Dans ta chambre
Cette collection témoigne d’un moment particulier de ma sabbatique. Durant quelques années, j’ai choisi de vivre sans domicile fixe, curieux d’approfondir l’expérience de l’errance (j’avais alors placé tous mes biens en entrepôt).
J’ai vécu un peu partout durant cette période : dans des chambres d’hôtel, chez des amis, chez des gens rencontrés en voyage, dans des chambres d’hôtes, des Airbnb, dans mon Westfalia. (*)
(*) Une partie de ce processus se retrouve aussi dans l’installation vidéo « Jamais Seul », alors que j’ai filmé mes réveils dans ces différents lieux.
Passer ainsi de chambre en chambre m’apportait son lot d’enchantement, mais contribuait à un certain déracinement. La pluralité des espaces visités me fit sentir le besoin de chercher une cohérence entre toutes ces chambres, de me créer un point d’ancrage.
J’ai trouvé en mon corps la réponse attendue. C’est mon corps qui était le fil rouge, l’élément qui reliait tous ces endroits de passage.

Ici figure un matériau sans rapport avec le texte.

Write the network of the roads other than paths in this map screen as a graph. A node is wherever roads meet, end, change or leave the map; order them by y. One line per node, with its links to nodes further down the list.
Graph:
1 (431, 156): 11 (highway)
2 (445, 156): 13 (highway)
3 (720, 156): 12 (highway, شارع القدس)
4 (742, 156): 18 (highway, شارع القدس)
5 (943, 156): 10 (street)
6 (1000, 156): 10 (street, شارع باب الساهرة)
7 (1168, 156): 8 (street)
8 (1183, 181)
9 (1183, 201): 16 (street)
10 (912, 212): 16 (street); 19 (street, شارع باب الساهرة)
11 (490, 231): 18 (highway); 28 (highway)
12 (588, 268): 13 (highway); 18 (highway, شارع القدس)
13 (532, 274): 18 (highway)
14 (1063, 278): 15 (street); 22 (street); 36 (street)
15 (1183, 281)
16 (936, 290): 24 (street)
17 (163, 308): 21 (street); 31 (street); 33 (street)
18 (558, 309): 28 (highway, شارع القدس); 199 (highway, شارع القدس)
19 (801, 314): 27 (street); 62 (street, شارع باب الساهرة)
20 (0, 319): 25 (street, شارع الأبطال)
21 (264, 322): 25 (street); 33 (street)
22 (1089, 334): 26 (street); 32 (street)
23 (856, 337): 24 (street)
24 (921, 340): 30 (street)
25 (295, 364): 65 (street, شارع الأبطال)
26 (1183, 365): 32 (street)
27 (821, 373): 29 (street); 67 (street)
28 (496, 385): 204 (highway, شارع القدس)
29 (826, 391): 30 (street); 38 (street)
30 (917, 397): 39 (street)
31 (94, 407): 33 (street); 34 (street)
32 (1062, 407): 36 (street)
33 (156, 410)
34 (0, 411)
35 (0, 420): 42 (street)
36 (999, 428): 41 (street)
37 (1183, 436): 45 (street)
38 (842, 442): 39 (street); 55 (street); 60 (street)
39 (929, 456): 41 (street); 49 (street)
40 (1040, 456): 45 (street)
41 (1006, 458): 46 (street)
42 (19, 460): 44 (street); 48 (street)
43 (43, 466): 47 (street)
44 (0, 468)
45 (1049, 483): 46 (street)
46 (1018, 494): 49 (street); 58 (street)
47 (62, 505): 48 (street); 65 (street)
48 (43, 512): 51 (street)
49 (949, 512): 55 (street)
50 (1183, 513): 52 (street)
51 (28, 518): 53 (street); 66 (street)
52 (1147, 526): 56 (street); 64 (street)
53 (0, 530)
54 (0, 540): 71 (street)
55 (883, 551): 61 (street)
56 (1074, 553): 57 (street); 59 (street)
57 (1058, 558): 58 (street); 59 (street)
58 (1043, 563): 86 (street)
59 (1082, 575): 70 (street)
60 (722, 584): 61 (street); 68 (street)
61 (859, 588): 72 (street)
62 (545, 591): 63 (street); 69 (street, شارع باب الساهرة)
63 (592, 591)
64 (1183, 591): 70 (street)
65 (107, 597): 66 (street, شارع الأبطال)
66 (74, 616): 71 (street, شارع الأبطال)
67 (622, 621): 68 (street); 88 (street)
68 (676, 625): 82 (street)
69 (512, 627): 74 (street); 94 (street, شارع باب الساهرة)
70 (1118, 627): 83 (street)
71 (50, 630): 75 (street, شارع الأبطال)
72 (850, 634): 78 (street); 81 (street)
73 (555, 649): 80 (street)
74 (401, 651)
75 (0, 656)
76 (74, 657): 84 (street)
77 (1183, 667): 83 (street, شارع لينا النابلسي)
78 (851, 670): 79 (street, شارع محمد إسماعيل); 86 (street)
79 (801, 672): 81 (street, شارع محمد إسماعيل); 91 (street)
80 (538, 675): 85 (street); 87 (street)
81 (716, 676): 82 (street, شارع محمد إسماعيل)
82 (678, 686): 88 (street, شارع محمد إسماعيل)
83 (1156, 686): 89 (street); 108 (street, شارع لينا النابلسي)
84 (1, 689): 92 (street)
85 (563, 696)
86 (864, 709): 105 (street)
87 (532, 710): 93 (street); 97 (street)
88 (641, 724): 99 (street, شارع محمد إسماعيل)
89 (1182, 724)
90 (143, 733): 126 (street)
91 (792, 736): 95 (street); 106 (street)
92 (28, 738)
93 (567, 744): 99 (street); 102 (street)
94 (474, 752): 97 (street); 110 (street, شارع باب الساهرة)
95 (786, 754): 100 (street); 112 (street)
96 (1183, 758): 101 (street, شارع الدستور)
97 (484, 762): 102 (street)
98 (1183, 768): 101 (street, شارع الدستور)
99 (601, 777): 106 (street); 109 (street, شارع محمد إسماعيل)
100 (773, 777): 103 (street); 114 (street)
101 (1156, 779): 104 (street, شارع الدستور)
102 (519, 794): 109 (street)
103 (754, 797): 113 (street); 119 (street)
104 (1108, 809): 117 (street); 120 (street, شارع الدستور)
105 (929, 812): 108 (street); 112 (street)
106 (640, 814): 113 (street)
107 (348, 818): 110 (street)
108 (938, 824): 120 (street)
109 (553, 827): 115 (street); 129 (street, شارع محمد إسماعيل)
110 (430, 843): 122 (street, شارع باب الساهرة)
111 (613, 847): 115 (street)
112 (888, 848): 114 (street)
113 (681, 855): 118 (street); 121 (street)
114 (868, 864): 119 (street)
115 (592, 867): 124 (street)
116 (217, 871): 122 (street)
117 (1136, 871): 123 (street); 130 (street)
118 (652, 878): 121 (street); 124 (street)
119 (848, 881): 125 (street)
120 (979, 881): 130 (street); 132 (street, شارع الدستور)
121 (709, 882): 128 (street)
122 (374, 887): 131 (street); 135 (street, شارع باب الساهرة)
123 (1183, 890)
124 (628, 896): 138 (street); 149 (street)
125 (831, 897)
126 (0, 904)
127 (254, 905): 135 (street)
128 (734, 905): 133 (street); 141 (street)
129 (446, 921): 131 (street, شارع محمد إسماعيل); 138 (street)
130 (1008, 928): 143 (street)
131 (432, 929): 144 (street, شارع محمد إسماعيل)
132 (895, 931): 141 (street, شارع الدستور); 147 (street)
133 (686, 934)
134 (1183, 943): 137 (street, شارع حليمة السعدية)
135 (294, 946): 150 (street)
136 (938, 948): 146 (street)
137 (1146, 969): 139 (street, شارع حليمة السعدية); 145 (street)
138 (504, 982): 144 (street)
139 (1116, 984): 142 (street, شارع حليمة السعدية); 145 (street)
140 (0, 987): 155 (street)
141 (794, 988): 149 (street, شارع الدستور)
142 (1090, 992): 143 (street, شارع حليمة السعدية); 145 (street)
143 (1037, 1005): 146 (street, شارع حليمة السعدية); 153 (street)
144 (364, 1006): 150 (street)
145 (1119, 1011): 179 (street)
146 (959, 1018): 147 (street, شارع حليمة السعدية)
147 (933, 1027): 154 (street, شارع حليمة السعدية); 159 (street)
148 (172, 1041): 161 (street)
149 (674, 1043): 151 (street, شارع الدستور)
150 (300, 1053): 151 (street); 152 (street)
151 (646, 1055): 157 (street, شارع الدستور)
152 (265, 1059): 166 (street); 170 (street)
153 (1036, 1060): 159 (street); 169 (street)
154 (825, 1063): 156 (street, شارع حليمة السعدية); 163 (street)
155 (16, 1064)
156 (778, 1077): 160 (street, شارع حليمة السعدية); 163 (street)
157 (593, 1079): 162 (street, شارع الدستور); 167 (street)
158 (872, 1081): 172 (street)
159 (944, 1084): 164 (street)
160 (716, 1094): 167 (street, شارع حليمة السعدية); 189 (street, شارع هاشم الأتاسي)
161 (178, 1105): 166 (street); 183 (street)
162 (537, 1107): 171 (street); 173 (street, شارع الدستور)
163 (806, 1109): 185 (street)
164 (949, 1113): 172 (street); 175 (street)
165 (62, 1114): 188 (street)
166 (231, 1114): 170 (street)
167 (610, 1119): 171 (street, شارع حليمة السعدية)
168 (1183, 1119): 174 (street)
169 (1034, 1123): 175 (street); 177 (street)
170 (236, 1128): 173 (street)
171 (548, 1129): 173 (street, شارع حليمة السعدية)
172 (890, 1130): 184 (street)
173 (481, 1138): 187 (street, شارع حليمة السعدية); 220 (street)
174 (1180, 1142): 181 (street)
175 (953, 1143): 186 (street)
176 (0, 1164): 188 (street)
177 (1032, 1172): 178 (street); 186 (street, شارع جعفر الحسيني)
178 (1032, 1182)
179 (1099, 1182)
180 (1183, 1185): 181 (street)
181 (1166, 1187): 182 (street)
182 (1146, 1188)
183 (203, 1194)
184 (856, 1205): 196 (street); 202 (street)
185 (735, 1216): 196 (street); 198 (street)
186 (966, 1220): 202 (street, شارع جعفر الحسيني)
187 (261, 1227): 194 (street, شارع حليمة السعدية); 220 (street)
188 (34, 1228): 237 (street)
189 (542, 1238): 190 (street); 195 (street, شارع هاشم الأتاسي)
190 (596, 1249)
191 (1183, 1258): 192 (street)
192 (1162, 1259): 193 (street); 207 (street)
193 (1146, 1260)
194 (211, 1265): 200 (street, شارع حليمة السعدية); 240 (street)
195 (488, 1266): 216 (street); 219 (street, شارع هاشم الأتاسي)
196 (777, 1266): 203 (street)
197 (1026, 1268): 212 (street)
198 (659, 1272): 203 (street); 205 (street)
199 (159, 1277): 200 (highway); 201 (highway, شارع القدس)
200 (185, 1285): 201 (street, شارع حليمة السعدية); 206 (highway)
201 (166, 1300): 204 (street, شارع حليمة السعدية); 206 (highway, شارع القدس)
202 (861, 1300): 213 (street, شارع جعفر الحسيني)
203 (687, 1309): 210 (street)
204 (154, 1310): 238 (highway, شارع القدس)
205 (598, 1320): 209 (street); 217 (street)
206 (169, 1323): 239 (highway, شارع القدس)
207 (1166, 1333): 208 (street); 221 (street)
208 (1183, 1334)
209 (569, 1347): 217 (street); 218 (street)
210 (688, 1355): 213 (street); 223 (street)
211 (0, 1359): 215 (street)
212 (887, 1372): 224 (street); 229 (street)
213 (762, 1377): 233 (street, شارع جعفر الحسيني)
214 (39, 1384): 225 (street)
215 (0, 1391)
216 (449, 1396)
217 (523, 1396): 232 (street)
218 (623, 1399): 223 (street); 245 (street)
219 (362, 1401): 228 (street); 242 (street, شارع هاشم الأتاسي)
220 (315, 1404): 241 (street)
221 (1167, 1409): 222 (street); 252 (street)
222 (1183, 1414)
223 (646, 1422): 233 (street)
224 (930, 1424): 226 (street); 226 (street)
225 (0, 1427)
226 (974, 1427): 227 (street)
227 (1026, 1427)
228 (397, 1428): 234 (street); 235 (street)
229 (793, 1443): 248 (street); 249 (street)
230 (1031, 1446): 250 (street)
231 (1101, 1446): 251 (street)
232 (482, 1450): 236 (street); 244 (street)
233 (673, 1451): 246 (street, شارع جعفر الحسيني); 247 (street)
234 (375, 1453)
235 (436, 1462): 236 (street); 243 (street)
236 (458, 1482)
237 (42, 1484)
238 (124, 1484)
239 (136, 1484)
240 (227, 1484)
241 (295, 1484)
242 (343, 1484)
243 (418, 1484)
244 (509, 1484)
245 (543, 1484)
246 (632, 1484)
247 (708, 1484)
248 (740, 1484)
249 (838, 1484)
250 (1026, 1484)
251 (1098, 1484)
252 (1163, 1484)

J’ai alors commencé à photographier chaque chambre visitée (comme une façon d’archiver ou de collectionner les lieux) en y incluant une composante récurrente, soit mon corps, ma présence physique. La nudité m’est apparue la suite logique de cette exploration. Elle neutralisait en quelque sorte ce qui aurait pu « polluer » l’état du moment (la saison, mon humeur, ce qui restait de linge propre dans ma valise). Habité tout de même d’une certaine pudeur (j’ai choisi de ne jamais dévoiler mon sexe), la nudité supporte le dialogue intime que je souhaitais créer avec le lieu.
Avec l’intime
Dans la sphère de l’intime, la chambre s’accompagne pour moi de toute une charge symbolique. C’est l’endroit où l’on se retrouve enfin loin des regards, allégé des contraintes ou des exigences sociales. C’est, pour plusieurs, le lieu des échanges intimes. Le voyageur solitaire que je fus retrouvait dans la chambre visitée un espace d’apaisement, un moment d’intimité et de liberté avec moi-même.

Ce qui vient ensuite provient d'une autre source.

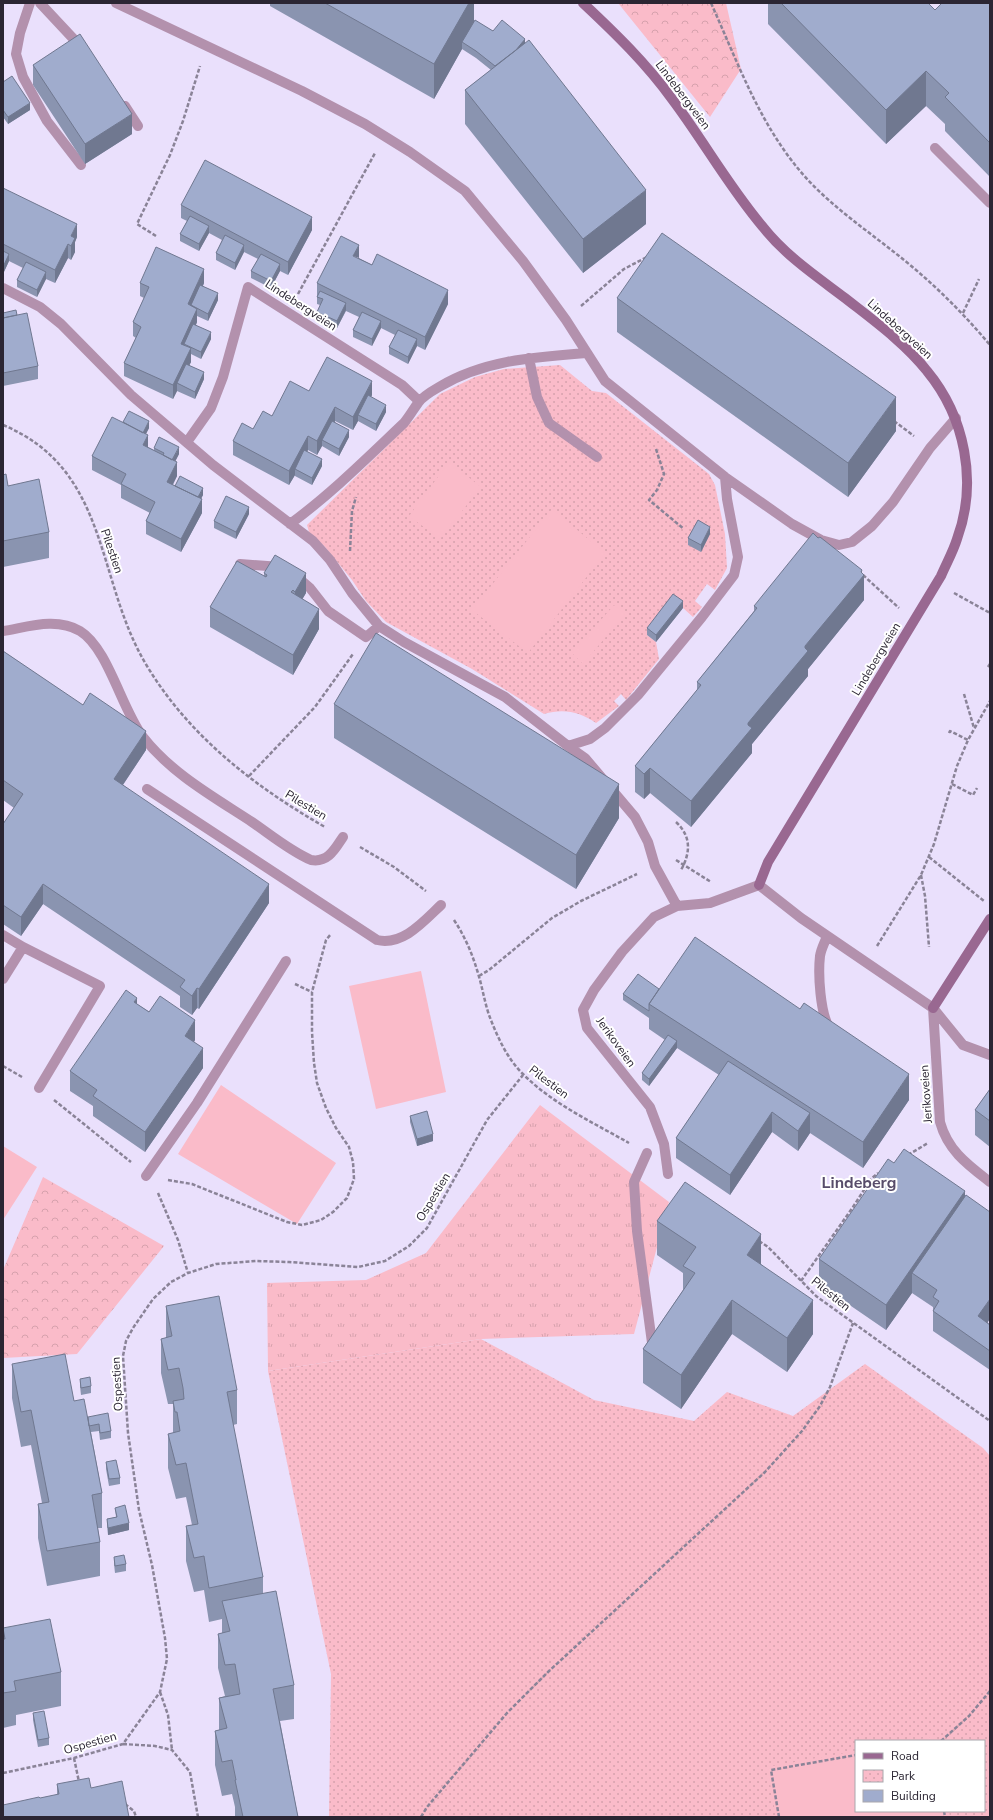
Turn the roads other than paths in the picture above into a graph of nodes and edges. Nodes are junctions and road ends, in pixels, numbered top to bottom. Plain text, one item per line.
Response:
1 (30, 3) edge
2 (40, 3) edge
3 (116, 3) edge
4 (582, 3) edge
5 (88, 55) edge
6 (120, 100) edge
7 (138, 126) dead end
8 (935, 148) dead end
9 (81, 165) dead end
10 (990, 204) edge
11 (3, 288) edge
12 (586, 352) junction
13 (529, 358) junction
14 (419, 401) junction
15 (956, 418) junction
16 (187, 442) junction
17 (597, 457) dead end
18 (725, 477) junction
19 (290, 524) junction
20 (240, 564) edge
21 (379, 626) junction
22 (3, 631) edge
23 (568, 746) junction
24 (147, 789) dead end
25 (343, 837) road end
26 (759, 885) junction
27 (441, 905) road end
28 (677, 906) junction
29 (990, 919) edge
30 (3, 935) edge
31 (827, 936) junction
32 (23, 947) junction
33 (286, 961) dead end
34 (3, 979) edge
35 (933, 1008) junction
36 (839, 1038) edge
37 (990, 1055) edge
38 (39, 1088) road end
39 (647, 1153) road end
40 (668, 1174) dead end
41 (146, 1176) road end
42 (990, 1182) edge
43 (650, 1359) edge

1 - 9 lane
2 - 5 lane
3 - 12 lane
4 - 15 street, Lindebergveien
6 - 7 lane
8 - 10 lane
11 - 16 lane
12 - 13 lane
12 - 18 lane
13 - 14 lane
13 - 17 lane
14 - 16 lane, Lindebergveien
14 - 19 lane
15 - 18 lane
15 - 26 street, Lindebergveien
16 - 19 lane
18 - 23 lane
19 - 21 lane
20 - 21 lane
21 - 23 lane
22 - 25 lane
23 - 28 lane
24 - 27 lane
26 - 28 lane, Jerikoveien
26 - 31 lane
28 - 40 lane, Jerikoveien
29 - 35 street
30 - 32 lane
31 - 35 lane
31 - 36 lane
32 - 34 lane
32 - 38 lane
33 - 41 lane
35 - 37 lane
35 - 42 lane, Jerikoveien
39 - 43 lane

Ces retrouvailles amoureuses (de moi à moi) m’invitaient à une forme d’« éros créatif », à jouer et à explorer les potentialités du lieu, me rappelant le pouvoir sensuel et ludique de la créativité.
Cette collection révèle en quelque sorte une partie de mon processus créatif, qui tangue entre impudeur et folie. Pendant quelques instants, affranchi du regard des autres, je me suis offert le luxe de ces espaces libres, laissant mon corps et mon esprit être pleinement avec « ce qui est là ».
En terminant
J’ai oublié à qui appartiennent certaines chambres.
Merci de m’avoir laissé dormir chez vous.